RECORDS TO USE:
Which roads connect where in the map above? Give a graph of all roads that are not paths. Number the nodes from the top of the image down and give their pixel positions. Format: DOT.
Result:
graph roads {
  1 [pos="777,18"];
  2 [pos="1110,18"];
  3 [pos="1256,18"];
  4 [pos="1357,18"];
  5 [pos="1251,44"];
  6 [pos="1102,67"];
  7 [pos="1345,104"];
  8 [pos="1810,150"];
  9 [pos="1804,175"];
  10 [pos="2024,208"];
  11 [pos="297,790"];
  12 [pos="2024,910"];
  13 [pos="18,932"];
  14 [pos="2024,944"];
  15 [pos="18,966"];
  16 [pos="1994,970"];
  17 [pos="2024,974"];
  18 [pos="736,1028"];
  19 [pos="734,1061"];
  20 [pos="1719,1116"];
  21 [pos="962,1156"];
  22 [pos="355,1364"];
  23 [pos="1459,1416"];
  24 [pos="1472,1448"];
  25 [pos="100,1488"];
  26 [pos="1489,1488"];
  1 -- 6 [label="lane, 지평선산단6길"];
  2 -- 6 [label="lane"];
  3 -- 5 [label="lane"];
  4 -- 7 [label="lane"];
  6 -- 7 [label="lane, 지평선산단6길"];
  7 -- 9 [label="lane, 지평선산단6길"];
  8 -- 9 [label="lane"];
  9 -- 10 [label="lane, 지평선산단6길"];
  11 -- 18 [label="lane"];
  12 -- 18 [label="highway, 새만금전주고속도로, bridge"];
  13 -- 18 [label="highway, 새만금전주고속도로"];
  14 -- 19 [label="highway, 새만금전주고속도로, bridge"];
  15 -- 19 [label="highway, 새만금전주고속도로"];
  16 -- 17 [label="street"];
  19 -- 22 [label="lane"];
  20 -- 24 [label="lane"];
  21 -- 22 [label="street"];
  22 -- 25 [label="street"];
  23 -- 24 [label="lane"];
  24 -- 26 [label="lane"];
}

WORK ITEM:
Transcribe the whole listing above exactly, leaving nothing out.

ANSWER FOR THIS EXERCISE:
Which roads connect where in the map above? Give a graph of all roads that are not paths. Number the nodes from the top of the image down and give their pixel positions. Format: DOT.
Result:
graph roads {
  1 [pos="777,18"];
  2 [pos="1110,18"];
  3 [pos="1256,18"];
  4 [pos="1357,18"];
  5 [pos="1251,44"];
  6 [pos="1102,67"];
  7 [pos="1345,104"];
  8 [pos="1810,150"];
  9 [pos="1804,175"];
  10 [pos="2024,208"];
  11 [pos="297,790"];
  12 [pos="2024,910"];
  13 [pos="18,932"];
  14 [pos="2024,944"];
  15 [pos="18,966"];
  16 [pos="1994,970"];
  17 [pos="2024,974"];
  18 [pos="736,1028"];
  19 [pos="734,1061"];
  20 [pos="1719,1116"];
  21 [pos="962,1156"];
  22 [pos="355,1364"];
  23 [pos="1459,1416"];
  24 [pos="1472,1448"];
  25 [pos="100,1488"];
  26 [pos="1489,1488"];
  1 -- 6 [label="lane, 지평선산단6길"];
  2 -- 6 [label="lane"];
  3 -- 5 [label="lane"];
  4 -- 7 [label="lane"];
  6 -- 7 [label="lane, 지평선산단6길"];
  7 -- 9 [label="lane, 지평선산단6길"];
  8 -- 9 [label="lane"];
  9 -- 10 [label="lane, 지평선산단6길"];
  11 -- 18 [label="lane"];
  12 -- 18 [label="highway, 새만금전주고속도로, bridge"];
  13 -- 18 [label="highway, 새만금전주고속도로"];
  14 -- 19 [label="highway, 새만금전주고속도로, bridge"];
  15 -- 19 [label="highway, 새만금전주고속도로"];
  16 -- 17 [label="street"];
  19 -- 22 [label="lane"];
  20 -- 24 [label="lane"];
  21 -- 22 [label="street"];
  22 -- 25 [label="street"];
  23 -- 24 [label="lane"];
  24 -- 26 [label="lane"];
}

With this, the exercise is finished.